Don't expect that you will be able to squeeze your opponent to death. Use your leg, take him down, the game will then start from there.


----------



## Brownielox (Jun 9, 2017)

Kung Fu Wang said:


> One day when I walked in a parking lot toward my car, an Iran wrestler got me into a scissor hold (bear hug) from behind. He squeezed my body so hard and end with broken his own ribs. He might think that if he could just hold a bit longer, I would be collapsed.
> 
> When you squeeze your opponent's body, you also squeeze your own body at the same time. Which body will collapse first may depend on individual's training.
> 
> Don't expect that you will be able to squeeze your opponent to death. Use your leg, take him down, the game will then start from there.



Huh....I've always been told that you could crack/fracture ribs with a scissorhold, but I've never held one long enough or had one held long enough on me to see it happen :/

Back when I'd wrestle for fun, he'd tap within seconds and the number one reason was fear of broken ribs. I'd never wanna intentionally hurt someone, so I don't want to test this theory out


----------



## Kung Fu Wang (Jun 9, 2017)

Brownielox said:


> Huh....I've always been told that you could crack/fracture ribs with a scissorhold, but I've never held one long enough or had one held long enough on me to see it happen :/
> 
> Back when I'd wrestle for fun, he'd tap within seconds and the number one reason was fear of broken ribs. I'd never wanna intentionally hurt someone, and I don't want to test this theory out


Have you ever challenged someone, or be challenged by someone to strike your arm against his arm until one person gives up. Sometime the blood will jump out of both you and your opponent's arms and nobody wants to quite first.


----------



## Brownielox (Jun 9, 2017)

Kung Fu Wang said:


> Have you ever challenged someone, or be challenged by someone to strike your arm against his arm until one person gives up. Sometime the blood will jump out of both you and your opponent's arms and nobody wants to quite first.

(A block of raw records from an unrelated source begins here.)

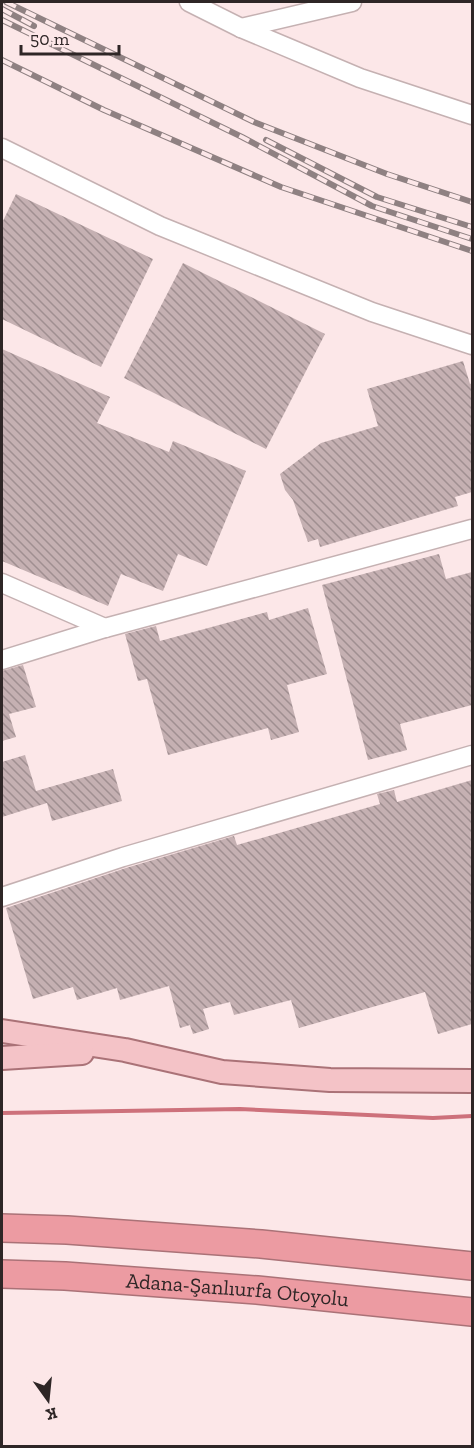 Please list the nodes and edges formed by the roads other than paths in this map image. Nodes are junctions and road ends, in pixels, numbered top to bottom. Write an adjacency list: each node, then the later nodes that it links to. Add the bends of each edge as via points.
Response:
1 (189, 2): 3 (street)
2 (352, 2): 3 (street)
3 (241, 28): 4 (street, via 360,78)
4 (472, 115)
5 (2, 148): 6 (street, via 160,226 372,312)
6 (472, 345)
7 (472, 529): 9 (street)
8 (2, 584): 9 (street)
9 (105, 628): 10 (street)
10 (2, 660)
11 (472, 755): 12 (street, via 123,857)
12 (2, 897)
13 (2, 1031): 14 (main road)
14 (125, 1050): 15 (main road); 16 (main road, via 222,1072 330,1080)
15 (2, 1058)
16 (472, 1081)
17 (2, 1228): 18 (highway, via 261,1244)
18 (472, 1266)
19 (2, 1274): 20 (highway, Adana-Şanlıurfa Otoyolu, via 257,1290)
20 (472, 1312) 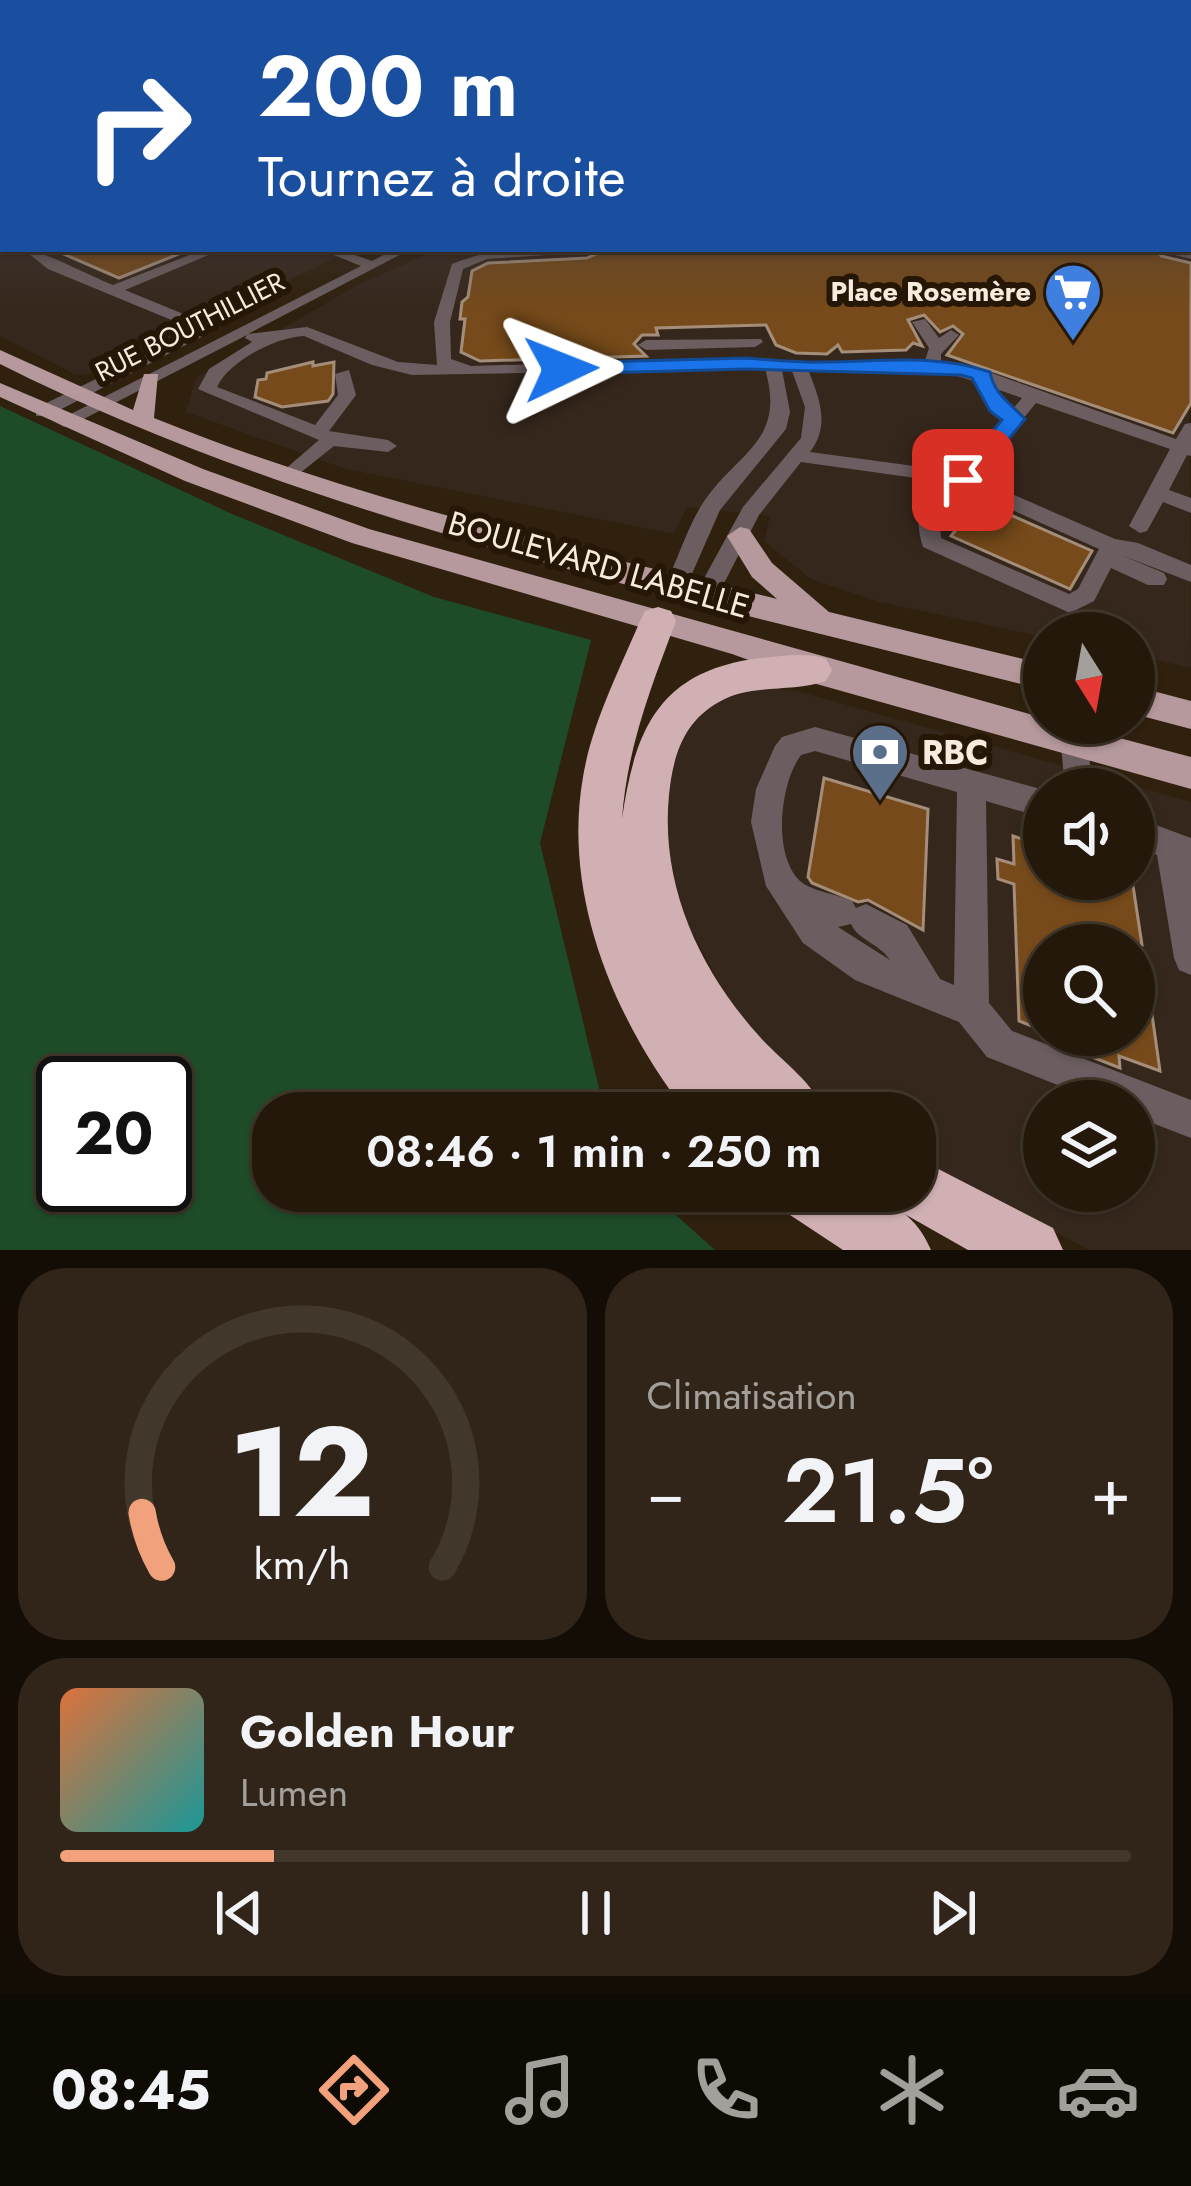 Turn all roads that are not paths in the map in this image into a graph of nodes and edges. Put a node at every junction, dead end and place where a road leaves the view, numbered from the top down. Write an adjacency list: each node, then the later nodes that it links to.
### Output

That sounds like a very....specific and gross challenge. Haha no, I can't say that I've done that.. but there've been other times where guys (multiple) wanted to protect their little egos and refused to give up/submit....just because they're wrestling with me. I honestly think it's some stupid crap to rather push themselves to near-unconsciousness than just admit that their I have a good hold on them. Pride isn't worth it tbh


----------